I have to go to the Doctors myself this am but will be in this pm if you wish to speak to me?

I hope I can elevate some of your fears & help point you in the right direction for help before September, which in my opinion is a long way off, when you"re feeling so desperate!!

I"ll look out for a reply but NO PRESSURE on your behalf to speak to me, it is just a suggestion to try & get you through the difficult days, that I Know from bitter experience myself how you feel & my heart goes out to you Cariad!

Go for a walk, clean the house, do anything just to try & keep your head busy!

Don"t give up Amy life is far too precious my Angel!

I am not totally "Cured" myself & struggling with the weight I have gained & still in Therapy @ Specialised High-Risk Eating Disorder.

If there is anything @ all I can do please contact me on my E-mail & I"ll ring you if you want me to? Perhaps there is something I can help you with the "Techniques" they taught/teaching me!

You don"t have to suffer in silence Amy, I am just a phone call away!

OA are Brilliant by the way very supportive!

Look after yourself. I hope to hear from you soon Cariad.

Love Lynn X

loppyloo61 profile image
loppyloo61

Hi Traumatised Trainer,

I am so sorry to hear your feeling so desperately low @ moment & have lots of things going on!

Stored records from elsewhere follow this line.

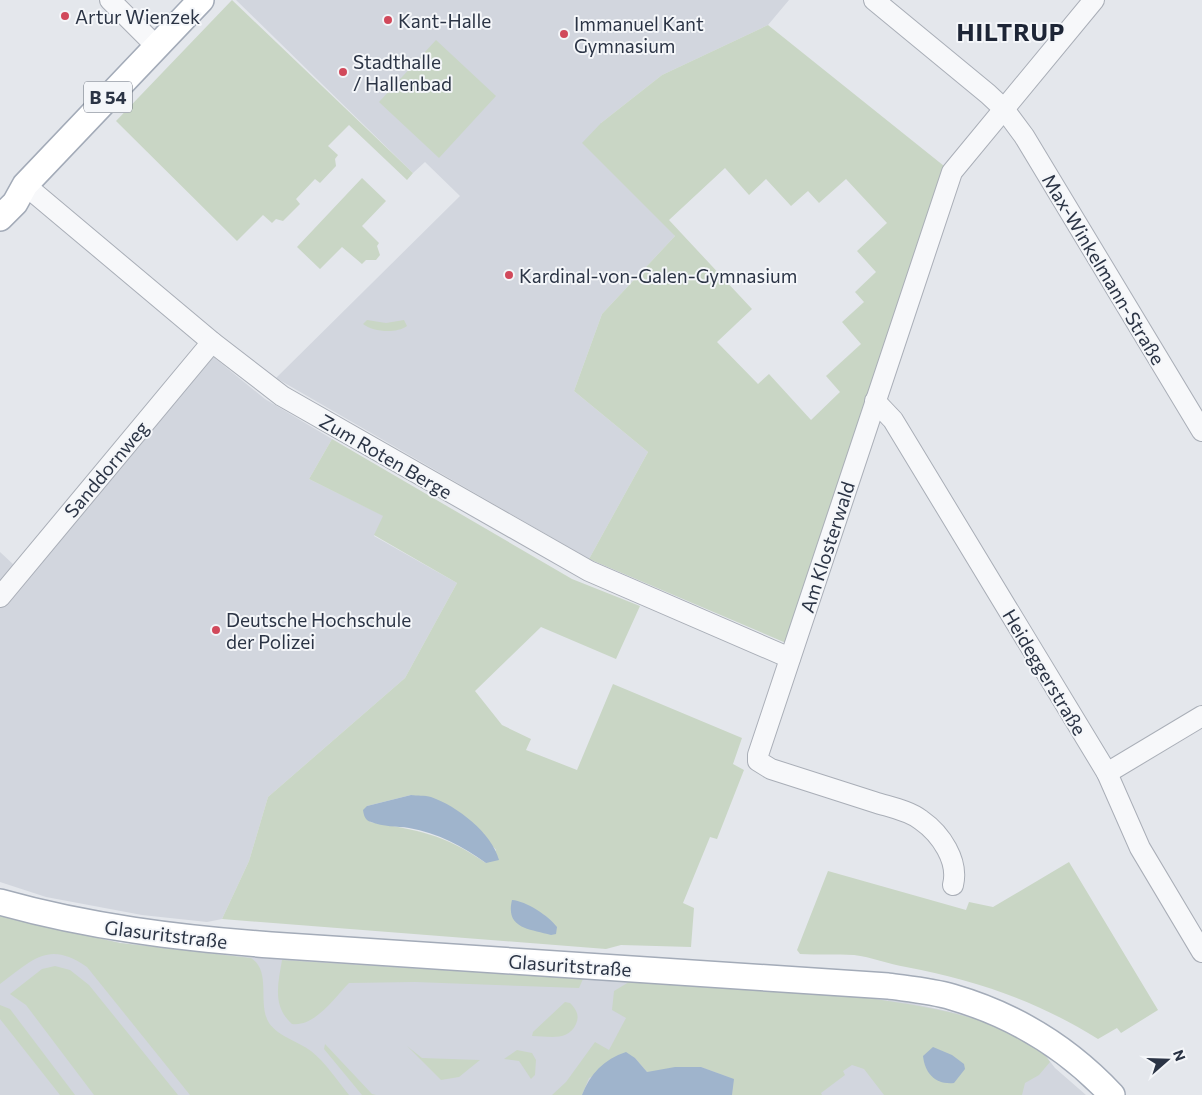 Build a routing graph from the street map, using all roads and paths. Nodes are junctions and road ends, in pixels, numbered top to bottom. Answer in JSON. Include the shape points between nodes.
{"nodes":[{"id":1,"x":110,"y":0,"type":"edge"},
{"id":2,"x":201,"y":0,"type":"edge"},
{"id":3,"x":874,"y":0,"type":"edge"},
{"id":4,"x":1094,"y":0,"type":"edge"},
{"id":5,"x":156,"y":46,"type":"junction"},
{"id":6,"x":1004,"y":109,"type":"junction"},
{"id":7,"x":25,"y":185,"type":"junction"},
{"id":8,"x":0,"y":202,"type":"edge"},
{"id":9,"x":0,"y":218,"type":"edge"},
{"id":10,"x":212,"y":342,"type":"junction"},
{"id":11,"x":875,"y":400,"type":"junction"},
{"id":12,"x":1202,"y":431,"type":"edge"},
{"id":13,"x":0,"y":597,"type":"edge"},
{"id":14,"x":790,"y":658,"type":"junction"},
{"id":15,"x":1202,"y":716,"type":"edge"},
{"id":16,"x":1107,"y":773,"type":"junction"},
{"id":17,"x":953,"y":885,"type":"dead end"},
{"id":18,"x":0,"y":902,"type":"edge"},
{"id":19,"x":1202,"y":952,"type":"edge"},
{"id":20,"x":1112,"y":1095,"type":"edge"}],
"edges":[{"from":1,"to":5,"type":"street"},
{"from":2,"to":5,"type":"main road","number":"B 54"},
{"from":3,"to":6,"type":"street"},
{"from":4,"to":6,"type":"street","name":"Am Klosterwald"},
{"from":5,"to":7,"type":"main road","number":"B 54"},
{"from":6,"to":11,"type":"street","name":"Am Klosterwald","via":[[952,172]]},
{"from":6,"to":12,"type":"street","name":"Max-Winkelmann-Straße","via":[[1024,136]]},
{"from":7,"to":8,"type":"main road","number":"B 54","via":[[7,194]]},
{"from":7,"to":9,"type":"main road","number":"B 54","via":[[15,203]]},
{"from":7,"to":10,"type":"street","name":"Zum Roten Berge"},
{"from":10,"to":13,"type":"street","name":"Sanddornweg"},
{"from":10,"to":14,"type":"street","name":"Zum Roten Berge","via":[[282,396],[556,554],[599,576]]},
{"from":11,"to":14,"type":"street","name":"Am Klosterwald"},
{"from":11,"to":16,"type":"street","name":"Heideggerstraße","via":[[893,420]]},
{"from":14,"to":17,"type":"street","name":"Am Klosterwald","via":[[760,746],[758,761],[771,769],[921,820],[952,859],[955,869]]},
{"from":15,"to":16,"type":"street"},
{"from":16,"to":19,"type":"street","name":"Heideggerstraße","via":[[1140,848]]},
{"from":18,"to":20,"type":"main road","name":"Glasuritstraße","via":[[76,921],[177,937],[917,990],[951,996],[1014,1020],[1070,1056]]}]}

You did PM me earlier & I have replied to you, please read it? I sincerely hope it helps you out a little?

Sending positive healing, healthy energies your way

Betty Baby XX

buni3067 profile image
buni3067

I know exactly how you feel. I get this all the time. I put myself in a negative headspace when something goes wrong and everything starts piling up.

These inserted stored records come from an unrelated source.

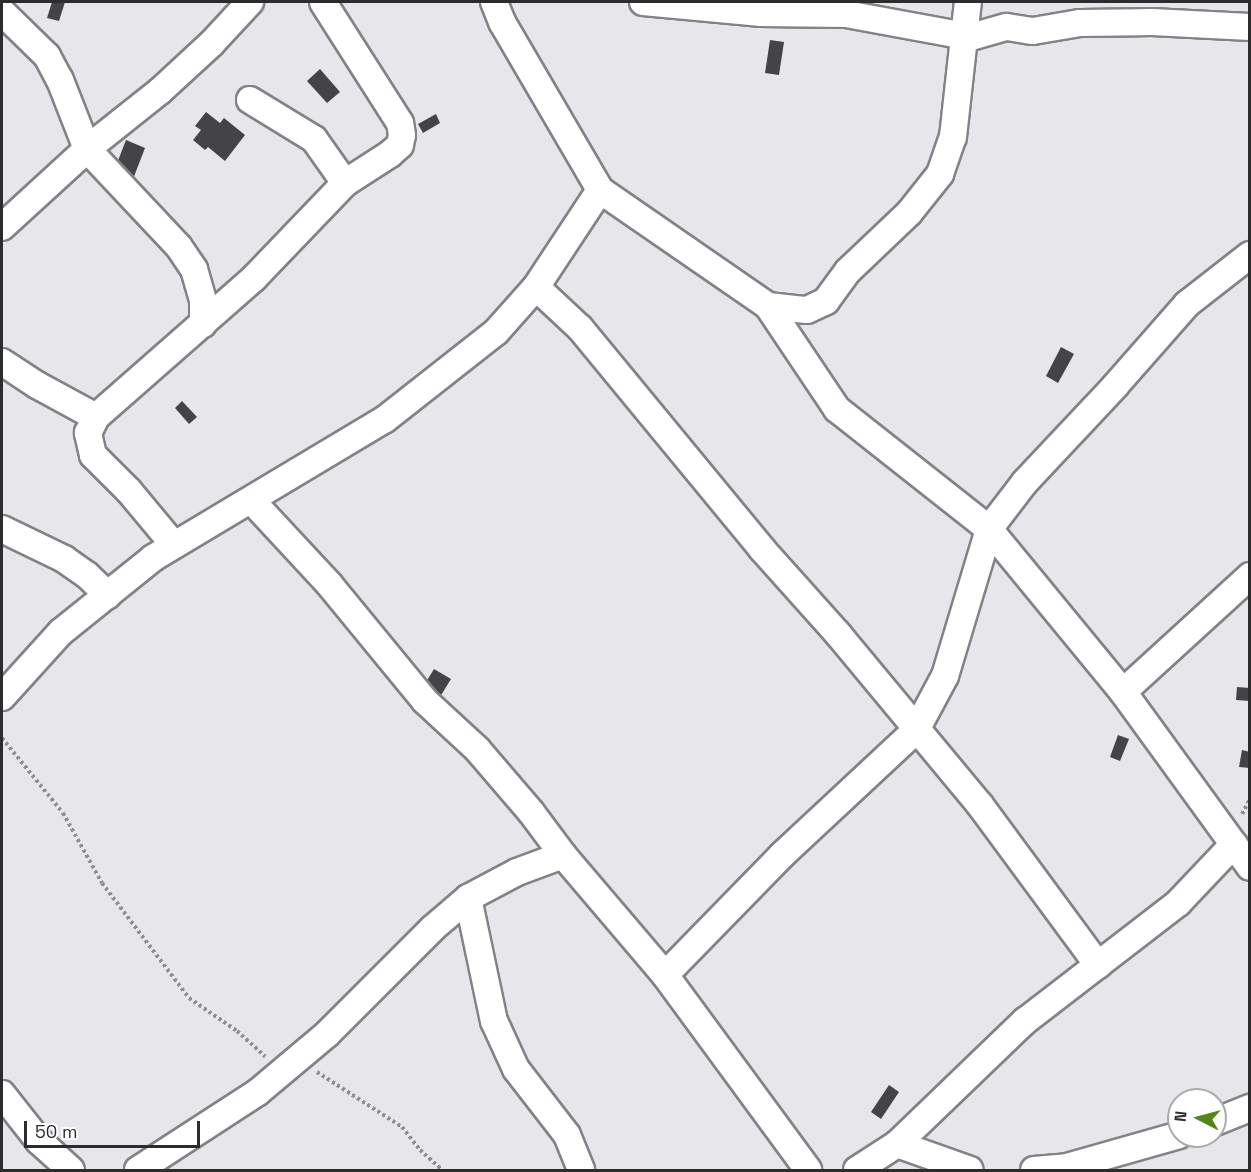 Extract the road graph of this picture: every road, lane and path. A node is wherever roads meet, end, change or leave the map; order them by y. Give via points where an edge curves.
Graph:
1 (250, 2) edge
2 (323, 2) edge
3 (494, 2) edge
4 (643, 2) edge
5 (968, 2) edge
6 (2, 12) edge
7 (1250, 27) edge
8 (966, 37) junction
9 (250, 100) dead end
10 (87, 149) junction
11 (345, 183) junction
12 (600, 190) junction
13 (2, 227) edge
14 (1250, 255) edge
15 (536, 287) junction
16 (768, 306) junction
17 (203, 324) junction
18 (2, 362) edge
19 (96, 417) junction
20 (252, 501) junction
21 (2, 529) edge
22 (989, 529) junction
23 (174, 545) junction
24 (1250, 576) edge
25 (108, 595) junction
26 (1123, 692) junction
27 (2, 697) edge
28 (916, 730) junction
29 (2, 738) edge
30 (1234, 844) junction
31 (563, 855) junction
32 (1250, 867) edge
33 (468, 898) junction
34 (1098, 965) junction
35 (665, 975) junction
36 (295, 1059) junction
37 (2, 1094) edge
38 (1250, 1108) edge
39 (1227, 1117) edge
40 (1167, 1139) edge
41 (897, 1144) junction
42 (71, 1170) edge
43 (138, 1170) edge
44 (442, 1170) edge
45 (581, 1170) edge
46 (808, 1170) edge
47 (857, 1170) edge
48 (970, 1170) edge
49 (1034, 1170) edge

1 - 10 street via 160,91
2 - 11 street via 400,123 402,135 400,145 390,154
3 - 12 street
4 - 8 street via 760,13 846,14
5 - 8 street
6 - 10 street via 47,56
7 - 8 street via 1080,23 1033,31 1007,27
8 - 16 street via 953,137 940,174 909,213 848,271 826,301 807,310
9 - 11 street via 314,139
10 - 13 street
10 - 17 street via 179,247 194,269 203,301
11 - 17 street via 254,278
12 - 15 street
12 - 16 street
14 - 22 street via 1187,303 1025,482
15 - 20 street via 496,332 384,420 288,475
15 - 28 street via 580,328
16 - 22 street via 837,409
17 - 19 street
18 - 19 street via 37,386
19 - 23 street via 88,433 93,455
20 - 23 street
20 - 31 street via 329,584 425,701 477,749
21 - 25 street via 64,559
22 - 26 street
22 - 28 street via 945,676
23 - 25 street
24 - 26 street
25 - 27 street via 61,632
26 - 30 street
28 - 34 street via 980,805
28 - 35 street via 782,855
29 - 36 path via 63,813 102,883 189,998 266,1056
30 - 32 street
30 - 34 street via 1179,903
31 - 33 street via 517,872
31 - 35 street
33 - 36 street via 327,1034
33 - 45 street via 494,1021 516,1069 567,1135
34 - 41 street via 1025,1021
35 - 46 street
36 - 43 street via 258,1092
36 - 44 path via 402,1127
37 - 42 street via 39,1141
38 - 39 street
40 - 49 street via 1067,1167
41 - 47 street
41 - 48 street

I only just have admitted to myself that i have bulimia and recognising the cycles of binging and purging in relation to my moods, I hope every time is the last time.

I hope you feel better soon- everything happens for a reason i suppose!

xx

yoyo5494 profile image
yoyo5494

I know how you feel. I have anorexia and The exact thing happened to me last week. I lost 3 pounds in a week after I Got an email saying that my skills and work history are impressive but they hired someone else. It feels devastating but I try to remember that a job doesn't define me as a person. Try to focus on your good qualities as a person. Continue to apply and don't give up. Bad times don't last forever. For me prayer is very comforting and helps me not feel so alone. I hope these words can give you a little comfort. Take care and seek help.

TraumatisedTrainer profile image
TraumatisedTrainer in reply to yoyo5494

Thank you so much

sorry it's a very belated reply, I haven't been able to get onto here in ages

I must admit I felt a little lost without the support of everyone on here. I don't

know if it was the universe trying to tell me something but every time I tried to

load the page it came up blank!

Nothing but a bare white screen to stare at for support, not helpful.

I like what you said about a job not defining who we are, it's just a job and

there are other opportunities out there that are better for me.

If you find you path is blocked, it's so you can find another.

Thank you

Hope you're doing well

Amy

yoyo5494 profile image
yoyo5494 in reply to TraumatisedTrainer

@Traumatised Trainer,

I am pleased to see your attitude is changing a bit. I try to do this exercise: write down one thing I like about myself daily. I do not focus on any physical attributes. This helps me feel better about myself as a person.i think it also helps to keep a daily journal about anything that has upset you during the day. For me, It helps me see what makes the eating problem worse and helps me see a pattern. I am in no way near recovery but for me the important thing is that I am making changes in my food intake and working towards recovery. Always remember that there are people who are struggling and know EXACTLY how you feel..and i am one them. I know everyone is different but let me know if you try these suggestions and if they help you. Will start including you in my prayers if that is fine with you.